Yannai was prominent both as halakhist and aggadist. His name is mentioned in the Babylonian Talmud 176 times, and in the Jerusalem Talmud 254 times.

He shared Hiyya's opinion regarding to the Mishnah; he granted it no greater authority than to the collections of halakhot or baraitot compiled by Hiyya and other disciples of Judah haNasi. When his pupil R. Johanan remarked that the Mishnah rendered a decision different from his, he answered, "The Mishnah gives only the decision of a single tanna, while I decide conformably to the Rabbis as a whole". He was independent in his decisions, and sometimes had all his contemporaries against him. His decisions were generally rigid regarding individuals, but liberal when the whole community was concerned. Yannai's disregard of R. Judah Nesi'ah, Rabbi's grandson, was notorious, and so was his attitude toward Hanina bar Hama, an ardent believer in Rabbi's Mishnah. Yannai said in reference to Hanina, "He who studies the Law under only one teacher sees no sign of blessing".

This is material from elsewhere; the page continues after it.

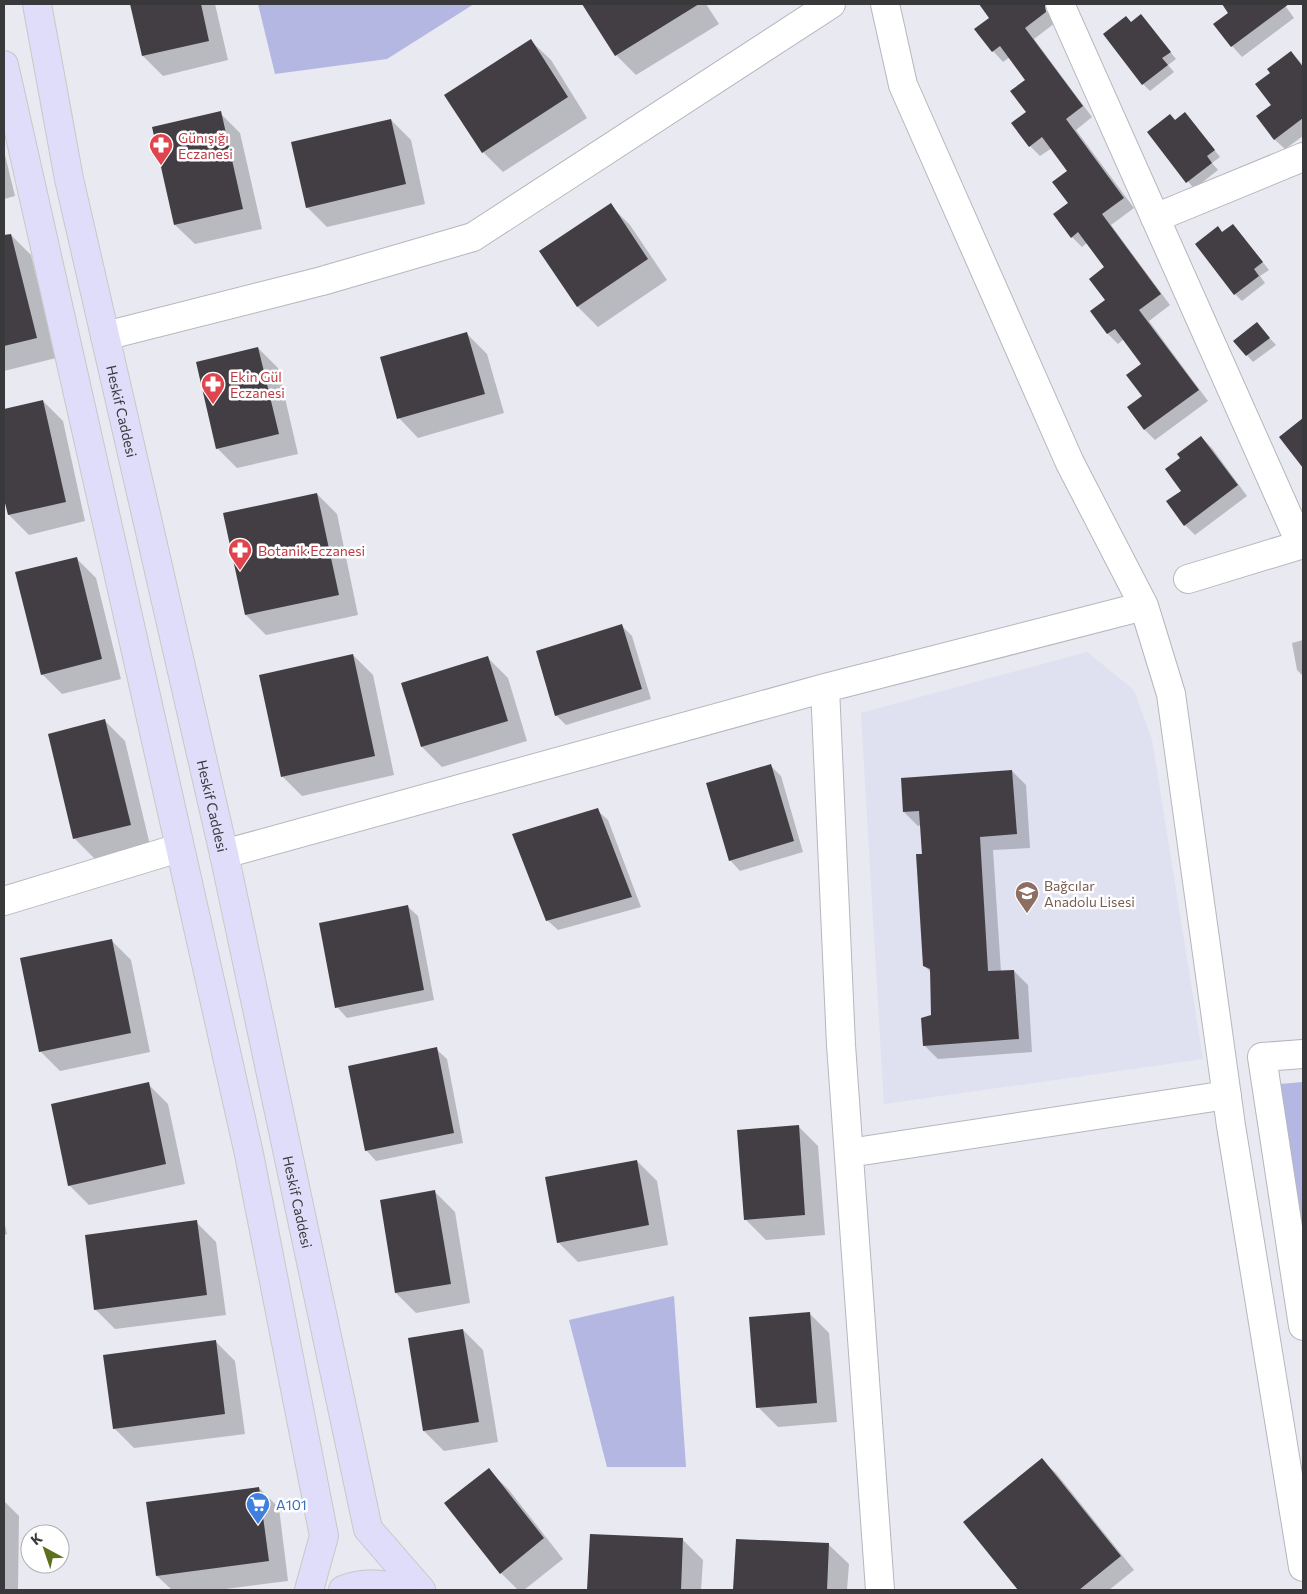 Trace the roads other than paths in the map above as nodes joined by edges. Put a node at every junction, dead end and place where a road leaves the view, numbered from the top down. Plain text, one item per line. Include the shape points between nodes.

Yannai is conspicuous in both Talmud and Midrash as a prolific aggadist, and he occupies an important place among the Biblical exegetes of his time. In reference to a man who studied much but did not fear God, he said: "Woe to the man who, before he gets a house, makes the door". He recommended submission to the government. When old age had impaired his sight he requested Mar Ukba to send him some eye-salves prepared by Samuel. He enjoined his children to bury him neither in white nor in black clothes, as they would not know whether his place would be in paradise or in hell.